WHAT IS EXPECTED: Repeat the entries exactly as they stand.
**** RECORDS SUPPLIED
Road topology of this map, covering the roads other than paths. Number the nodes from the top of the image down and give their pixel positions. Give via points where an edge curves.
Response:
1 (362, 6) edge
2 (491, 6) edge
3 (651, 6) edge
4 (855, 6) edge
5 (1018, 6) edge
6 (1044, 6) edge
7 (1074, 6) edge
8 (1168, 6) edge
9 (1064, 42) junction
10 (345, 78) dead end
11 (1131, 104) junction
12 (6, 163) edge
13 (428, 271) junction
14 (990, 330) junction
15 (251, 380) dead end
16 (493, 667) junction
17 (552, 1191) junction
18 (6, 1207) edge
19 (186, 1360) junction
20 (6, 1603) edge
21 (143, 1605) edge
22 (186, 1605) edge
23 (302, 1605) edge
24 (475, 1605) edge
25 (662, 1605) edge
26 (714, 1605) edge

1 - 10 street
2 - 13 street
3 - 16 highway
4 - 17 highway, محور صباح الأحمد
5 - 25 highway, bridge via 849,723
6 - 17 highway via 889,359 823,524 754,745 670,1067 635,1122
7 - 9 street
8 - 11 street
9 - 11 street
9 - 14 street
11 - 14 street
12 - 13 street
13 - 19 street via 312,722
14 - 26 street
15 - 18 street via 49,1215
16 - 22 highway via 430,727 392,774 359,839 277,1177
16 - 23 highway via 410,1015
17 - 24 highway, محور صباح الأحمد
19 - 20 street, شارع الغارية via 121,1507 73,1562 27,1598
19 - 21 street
********
WRITTEN RESPONSE:
Road topology of this map, covering the roads other than paths. Number the nodes from the top of the image down and give their pixel positions. Give via points where an edge curves.
Response:
1 (362, 6) edge
2 (491, 6) edge
3 (651, 6) edge
4 (855, 6) edge
5 (1018, 6) edge
6 (1044, 6) edge
7 (1074, 6) edge
8 (1168, 6) edge
9 (1064, 42) junction
10 (345, 78) dead end
11 (1131, 104) junction
12 (6, 163) edge
13 (428, 271) junction
14 (990, 330) junction
15 (251, 380) dead end
16 (493, 667) junction
17 (552, 1191) junction
18 (6, 1207) edge
19 (186, 1360) junction
20 (6, 1603) edge
21 (143, 1605) edge
22 (186, 1605) edge
23 (302, 1605) edge
24 (475, 1605) edge
25 (662, 1605) edge
26 (714, 1605) edge

1 - 10 street
2 - 13 street
3 - 16 highway
4 - 17 highway, محور صباح الأحمد
5 - 25 highway, bridge via 849,723
6 - 17 highway via 889,359 823,524 754,745 670,1067 635,1122
7 - 9 street
8 - 11 street
9 - 11 street
9 - 14 street
11 - 14 street
12 - 13 street
13 - 19 street via 312,722
14 - 26 street
15 - 18 street via 49,1215
16 - 22 highway via 430,727 392,774 359,839 277,1177
16 - 23 highway via 410,1015
17 - 24 highway, محور صباح الأحمد
19 - 20 street, شارع الغارية via 121,1507 73,1562 27,1598
19 - 21 street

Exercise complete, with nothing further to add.